Chronic. At the start, as often in finance, there is a good idea. More and more investors want their money to go to ethical businesses. This is particularly true among younger generations who do not want to grow tobacco, weapons or pollution.

From this will, often sincere, was born a classification: environmental, social and governance (ESG) criteria are attributed to companies. Gradually, a veritable industry has flourished on this idea, declining scholarly and ever more sophisticated studies on the practices of companies, with many acronyms, scores and comparative tables.

Up to 1,000 criteria

The MSCI World Index (formerly Morgan Stanley Capital International), specializing in the creation of stock market indices, rates the ESG of companies from “CCC” to “AAA”, on a model reminiscent of rating agencies. BlackRock, the world’s largest investment firm, prefers to assign scores between 0 and 40. ISS, an advisory firm, boasts of analyzing over 1,000 criteria in its methodology.
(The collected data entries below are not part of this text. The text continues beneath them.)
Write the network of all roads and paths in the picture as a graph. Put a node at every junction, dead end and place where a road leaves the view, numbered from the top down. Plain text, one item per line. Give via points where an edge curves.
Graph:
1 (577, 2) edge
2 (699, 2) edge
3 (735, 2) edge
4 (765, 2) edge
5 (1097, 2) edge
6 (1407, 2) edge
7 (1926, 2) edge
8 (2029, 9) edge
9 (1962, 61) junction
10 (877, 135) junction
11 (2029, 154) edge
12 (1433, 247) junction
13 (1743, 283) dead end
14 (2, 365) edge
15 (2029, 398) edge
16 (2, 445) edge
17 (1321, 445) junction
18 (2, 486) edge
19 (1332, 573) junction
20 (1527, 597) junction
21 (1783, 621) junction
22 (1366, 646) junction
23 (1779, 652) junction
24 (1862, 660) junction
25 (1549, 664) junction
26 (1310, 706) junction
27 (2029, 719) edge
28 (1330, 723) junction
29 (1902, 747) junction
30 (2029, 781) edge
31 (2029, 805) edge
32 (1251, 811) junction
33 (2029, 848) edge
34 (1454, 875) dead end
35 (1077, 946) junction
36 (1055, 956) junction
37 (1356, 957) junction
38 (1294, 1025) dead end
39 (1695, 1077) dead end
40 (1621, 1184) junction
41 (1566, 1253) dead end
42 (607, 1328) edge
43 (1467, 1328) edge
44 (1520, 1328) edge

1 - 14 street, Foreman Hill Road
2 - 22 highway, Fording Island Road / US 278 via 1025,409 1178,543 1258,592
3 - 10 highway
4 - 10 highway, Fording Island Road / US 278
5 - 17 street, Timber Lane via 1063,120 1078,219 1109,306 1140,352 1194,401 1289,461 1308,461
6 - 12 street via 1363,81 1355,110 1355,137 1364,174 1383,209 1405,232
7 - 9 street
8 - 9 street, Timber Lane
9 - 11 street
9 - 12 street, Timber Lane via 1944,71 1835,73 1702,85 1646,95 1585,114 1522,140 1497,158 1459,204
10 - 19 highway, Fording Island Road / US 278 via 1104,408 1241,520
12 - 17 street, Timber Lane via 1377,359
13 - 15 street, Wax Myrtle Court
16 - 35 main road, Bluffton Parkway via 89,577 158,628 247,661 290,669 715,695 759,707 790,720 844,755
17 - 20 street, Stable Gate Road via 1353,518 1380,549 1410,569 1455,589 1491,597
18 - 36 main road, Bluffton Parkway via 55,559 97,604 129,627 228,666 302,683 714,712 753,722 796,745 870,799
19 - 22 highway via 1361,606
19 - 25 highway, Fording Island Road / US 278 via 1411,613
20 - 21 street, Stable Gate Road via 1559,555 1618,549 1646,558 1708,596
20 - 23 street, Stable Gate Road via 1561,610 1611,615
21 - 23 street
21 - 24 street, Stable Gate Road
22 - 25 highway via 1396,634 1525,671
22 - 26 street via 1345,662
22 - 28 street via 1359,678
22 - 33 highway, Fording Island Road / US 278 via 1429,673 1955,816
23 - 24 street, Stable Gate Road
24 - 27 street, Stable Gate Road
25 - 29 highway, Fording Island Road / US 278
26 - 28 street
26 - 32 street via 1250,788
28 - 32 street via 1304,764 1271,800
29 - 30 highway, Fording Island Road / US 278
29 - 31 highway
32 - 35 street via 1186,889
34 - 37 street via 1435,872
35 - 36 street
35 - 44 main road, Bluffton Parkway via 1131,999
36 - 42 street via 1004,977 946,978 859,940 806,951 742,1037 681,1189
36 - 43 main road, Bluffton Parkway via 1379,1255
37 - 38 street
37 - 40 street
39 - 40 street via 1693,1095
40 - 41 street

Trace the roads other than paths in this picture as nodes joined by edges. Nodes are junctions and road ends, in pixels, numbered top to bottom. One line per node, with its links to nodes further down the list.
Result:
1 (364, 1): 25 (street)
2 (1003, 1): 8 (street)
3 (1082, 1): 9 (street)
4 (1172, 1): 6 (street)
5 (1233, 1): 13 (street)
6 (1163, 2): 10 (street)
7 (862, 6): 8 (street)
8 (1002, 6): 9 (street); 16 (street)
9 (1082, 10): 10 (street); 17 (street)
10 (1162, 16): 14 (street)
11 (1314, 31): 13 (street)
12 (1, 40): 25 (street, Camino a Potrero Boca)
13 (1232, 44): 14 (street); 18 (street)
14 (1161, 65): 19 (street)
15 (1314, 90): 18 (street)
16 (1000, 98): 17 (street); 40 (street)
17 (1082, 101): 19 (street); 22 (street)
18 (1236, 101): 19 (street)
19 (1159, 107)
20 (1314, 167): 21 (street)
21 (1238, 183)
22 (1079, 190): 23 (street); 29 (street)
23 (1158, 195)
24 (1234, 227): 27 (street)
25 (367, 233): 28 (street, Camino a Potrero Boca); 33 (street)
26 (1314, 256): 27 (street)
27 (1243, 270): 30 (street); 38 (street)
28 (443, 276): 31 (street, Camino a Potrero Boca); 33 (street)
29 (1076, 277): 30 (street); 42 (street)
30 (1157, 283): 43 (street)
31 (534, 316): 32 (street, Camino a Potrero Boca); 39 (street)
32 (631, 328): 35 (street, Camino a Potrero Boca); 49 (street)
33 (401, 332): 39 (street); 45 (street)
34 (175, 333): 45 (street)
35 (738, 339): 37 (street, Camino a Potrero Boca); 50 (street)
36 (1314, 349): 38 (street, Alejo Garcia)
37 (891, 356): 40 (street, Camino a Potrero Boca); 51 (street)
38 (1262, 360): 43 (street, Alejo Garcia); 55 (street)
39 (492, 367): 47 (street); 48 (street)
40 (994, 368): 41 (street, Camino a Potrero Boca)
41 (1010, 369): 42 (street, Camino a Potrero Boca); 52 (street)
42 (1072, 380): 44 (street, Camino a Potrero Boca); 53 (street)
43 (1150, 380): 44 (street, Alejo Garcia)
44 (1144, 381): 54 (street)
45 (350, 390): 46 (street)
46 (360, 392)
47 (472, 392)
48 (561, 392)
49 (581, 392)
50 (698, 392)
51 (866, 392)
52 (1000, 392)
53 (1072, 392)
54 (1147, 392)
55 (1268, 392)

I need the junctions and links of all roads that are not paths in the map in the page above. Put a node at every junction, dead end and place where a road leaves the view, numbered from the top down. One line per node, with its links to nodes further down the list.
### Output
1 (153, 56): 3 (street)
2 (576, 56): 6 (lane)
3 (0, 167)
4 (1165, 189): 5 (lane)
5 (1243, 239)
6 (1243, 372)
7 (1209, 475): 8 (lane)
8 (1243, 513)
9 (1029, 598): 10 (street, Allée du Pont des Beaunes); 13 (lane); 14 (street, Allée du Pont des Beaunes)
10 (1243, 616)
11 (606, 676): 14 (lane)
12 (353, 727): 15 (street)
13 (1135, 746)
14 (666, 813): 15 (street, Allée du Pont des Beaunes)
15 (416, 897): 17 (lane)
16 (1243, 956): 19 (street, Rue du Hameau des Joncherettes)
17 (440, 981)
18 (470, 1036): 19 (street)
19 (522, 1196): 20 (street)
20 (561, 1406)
The emptiness of these rankings appeared with the Orpea nursing home scandal. The group is accused of shameful practices in The Gravediggers, the investigative book by Victor Castanet (Fayard, 400 pages, 22.90 euros). It’s about elderly people left in their excrement because diapers are rationed, defective medical beds, bedsores the size of a fist, in the name of unbridled financial profitability.

However, in its last annual report, published before the scandal, the company boasted of its excellent ESG ratings. ISS gave it a “C” while 75% of the nursing home sector did less well. Gaïa Rating gave it 69 points, while the sector average was 52. How did Orpea pull off this miracle? The group explained “to work for transparency by regularly responding to questionnaires from extra-financial rating agencies”. He also organized site visits for ESG analysts. It is clear that they have completely missed the problem.

Not all ESG rating providers use the same criteria or methods

A good ESG score is not just a marketing advantage. It also helps to attract investors. Thanks to its good rating, Orpea found itself present in a whole series of so-called virtuous stock market indices: FTSE4Good, STOXX France 90 ESG-X, etc. These indices are now very influential: an investor who wants to be “responsible” can give instructions to put his money in them, without necessarily knowing in detail each of the companies that make it up.